Dear Friend of Sacred and Profane,
The phrase “time flies” is definitely overused, but has it really been twenty years since I began conducting Sacred and Profane? How did that happen? The experiences I’ve had over these twenty years have been among the happiest and most transportive of my life, and I’ve formed many of my closest friendships with the intelligent, sensitive, and witty people that make up the S&P community. We have sung music from history’s verified geniuses like Mozart and Bach and presented US premieres and several commissions; we’ve collaborated with chamber orchestras, a Venezuelan instrumental ensemble, and a Haitian percussionist; we’ve celebrated music from local composers and sung lots of music by Swedish composers. We’ve experienced joys and losses together and grown closer along the way.
In selecting repertoire for my upcoming twentieth anniversary concert, I wanted to choose the works and the composers that I love most – my “desert island music.” The first piece was easy – we will welcome the audience with the opening kulning, or herding call, of Karin Rehnqvist’s uplifting arrangement of the Swedish hymn i Himmelen. I had just met Karin when she composed this piece in 1998 for Bo Johansson’s girl’s choir at Stockholm’s advanced music school, Adolf Fredriks Musikklasser. She invited me to join her at her first rehearsal of the piece with the choir, and I feel that I witnessed the making of history, as i Himmelen has become her best known choral work. I remain as enraptured of the piece now as I was then, and following two performances of the piece with S&P over the years in its original version for treble choir, I’m excited to present our first performance of Karin’s arrangement for mixed choir in these concerts. The piece always brings me a feeling of tremendous joy and I know it will for you as well.
There are many geniuses among the composers of the late sixteenth-century, the High Renaissance. But of them, William Byrd is probably my favorite, and chief among his works the Mass for Four Voices. It is one of the most poignant and heart-wrenching works I know, full of sublime melodies and a deep sense of longing. A piece like this requires the intimacy of only a few voices, and we will be performing it with a small group. They are singing so beautifully that I feel like I’m hearing one of England’s elite chamber ensembles dedicated to sixteenth-century music.
I first worked with the Swiss composer Frank Martin’s Mass for Double Choir in a summer conducting course I took with the Swedish master conductor Eric Ericson in the summer of 1998. I brought the pieceto Sacred and Profane, who performed it early in my tenure, way back in May 2006. The group was smaller back then, and while that experience was lovely, it’s been remarkable to return to this masterpiece of choral writing with the larger ensemble that we have now – we’re better able to make the rich sonorities resonate and the glorious melodies shine. This challenging piece takes me to almost every emotional corner with its exquisite writing that seems to contain all things – simplicity and complexity, joy and sorrow, and absolute beauty.
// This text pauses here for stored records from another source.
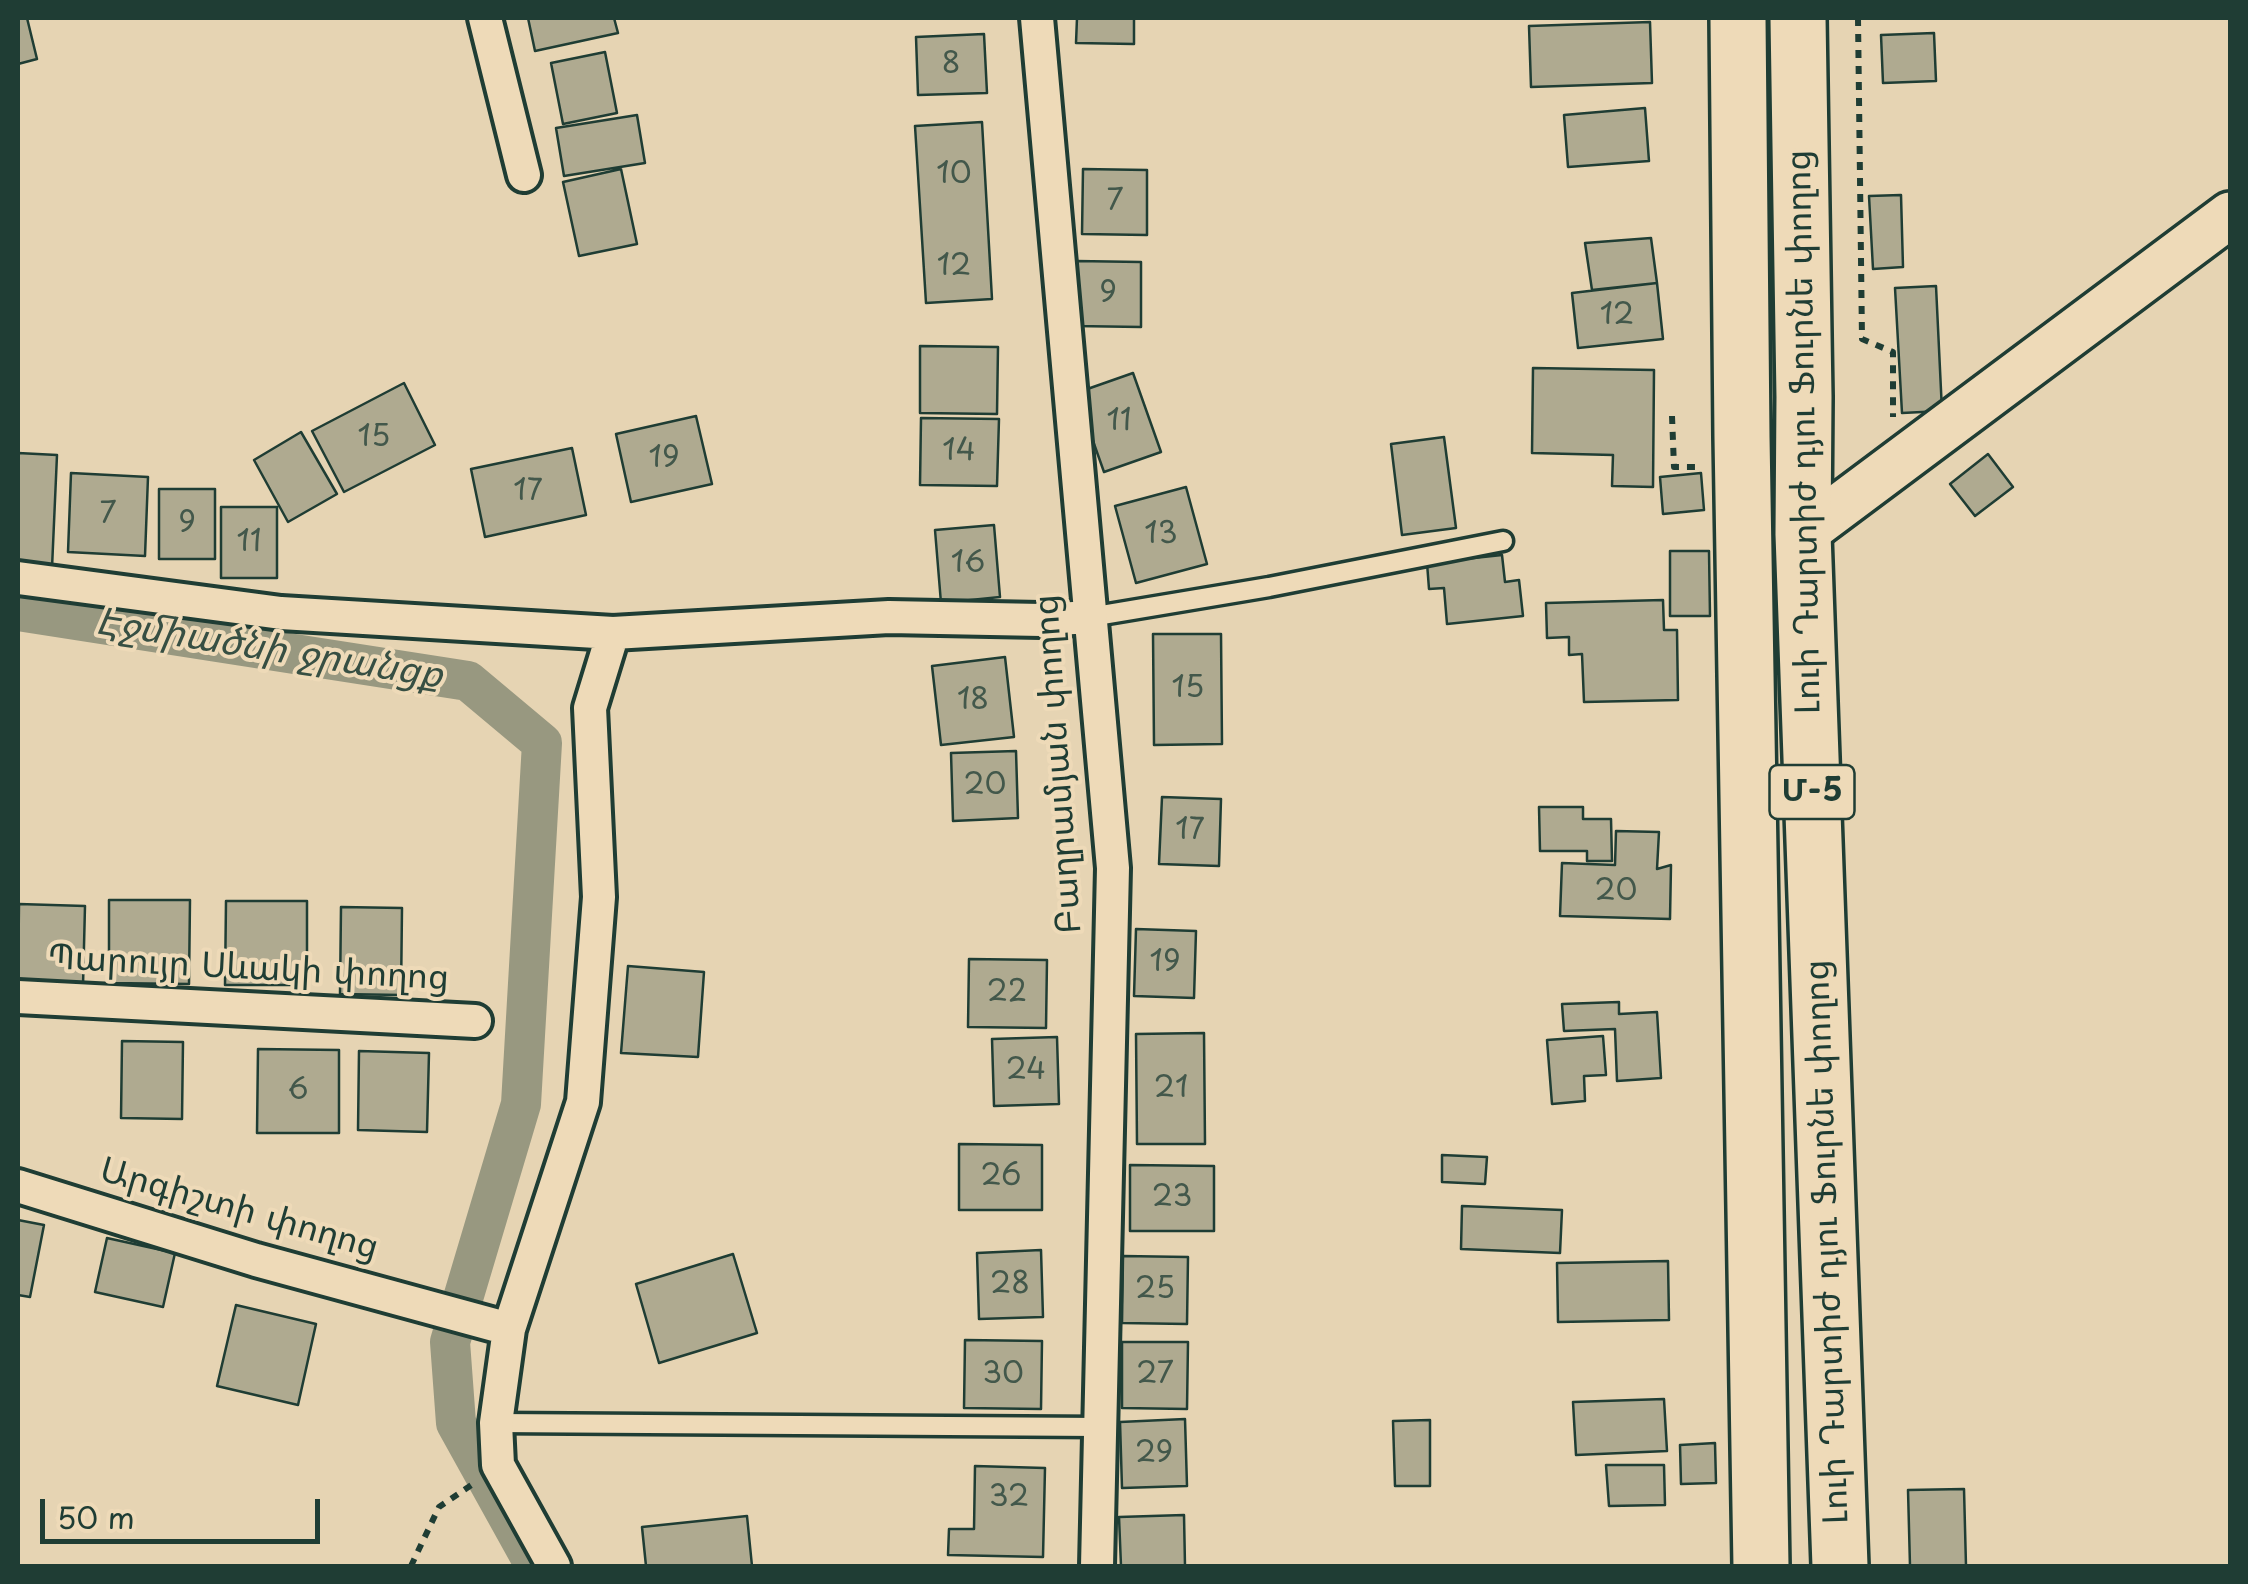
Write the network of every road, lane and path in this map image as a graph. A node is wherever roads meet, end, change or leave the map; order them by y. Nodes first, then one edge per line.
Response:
1 (485, 18) edge
2 (1037, 18) edge
3 (1738, 18) edge
4 (1798, 18) edge
5 (1858, 18) edge
6 (524, 175) dead end
7 (2230, 215) edge
8 (1672, 416) dead end
9 (1893, 418) dead end
10 (1674, 467) dead end
11 (1803, 534) junction
12 (1503, 540) dead end
13 (18, 578) edge
14 (1090, 617) junction
15 (613, 633) junction
16 (18, 997) edge
17 (475, 1021) dead end
18 (18, 1186) edge
19 (496, 1325) junction
20 (496, 1423) junction
21 (1100, 1427) junction
22 (458, 1496) dead end
23 (411, 1566) edge
24 (554, 1566) edge
25 (1097, 1566) edge
26 (1761, 1566) edge
27 (1840, 1566) edge

1 - 6 street
2 - 14 street, Բաղրամյան փողոց
3 - 26 highway, Լուի Դարտիժ դյու Ֆուրնե փողոց / Մ-5
4 - 11 highway, Լուի Դարտիժ դյու Ֆուրնե փողոց / Մ-5
5 - 9 path
7 - 11 main road
8 - 10 path
11 - 27 highway, Լուի Դարտիժ դյու Ֆուրնե փողոց / Մ-5
12 - 14 lane
13 - 15 street
14 - 15 street
14 - 21 street, Բաղրամյան փողոց
15 - 19 street
16 - 17 street, Պարույր Սևակի փողոց
18 - 19 street, Արգիշտի փողոց
19 - 20 street
20 - 21 lane
20 - 24 street
21 - 25 street, Բաղրամյան փողոց
22 - 23 path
In that same 1998 conducting workshop, Maestro Ericsson assigned to me Samuel Barber’s miniature gem “The Coolin” from his cycle Reincarnations – so the sole American conductor got to conduct the sole American composer’s work in the final concert. I’ve been in love with this piece ever since, so much so that I asked the chamber choir who sang at my wedding with Pete two years ago to sing this perfect expression of devotion and commitment.
For those that may not be aware, Sacred and Profane takes our name from Benjamin Britten’s final work for choir – Sacred and Profane, “Eight Medieval Lyrics,” Op. 91. We performed that complete cycle in our 40th anniversary concert in May 2018. For many choral nerds, Britten is the composer. His music is fun, lyrical, and somehow perfect. I am not alone in naming his Hymn to St. Cecilia as one of my favorites – I love how W.H. Auden egged Britten on to embrace his sensuality and sense of playfulness in the piece, and while it is said that Britten resented Auden’s goading, he complied and gave us one of his greatest choral masterpieces. It is such a blast to sing and I can see in the singers faces that they are having as wonderful a time singing the piece as I am hearing them.
Caroline Shaw, the composer of the final work on our program, is the only one that I haven’t conducted before, but I was eager to include a work by this composer who has become one of my favorites. I regularly listen to her Partita for 8 Voices, which she wrote for Roomful of Teeth, the avant garde vocal ensemble that she sings with. Partita won the Pulitzer Prize for Composition in 2013, making her the youngest composer to receive that award. and the Swallow feels like a perfect place to end the concert (well… almost… there may be an encore!) – it is reflective, poignant, complex and yet simple – like a meditation.
While I programmed this music selfishly – it is the music I love most in the world – I hope and believe that you will be similarly transported. The choir couldn’t be singing more beautifully – I can’t believe I get to work with such a fantastic group of musicians. I hope to see you there!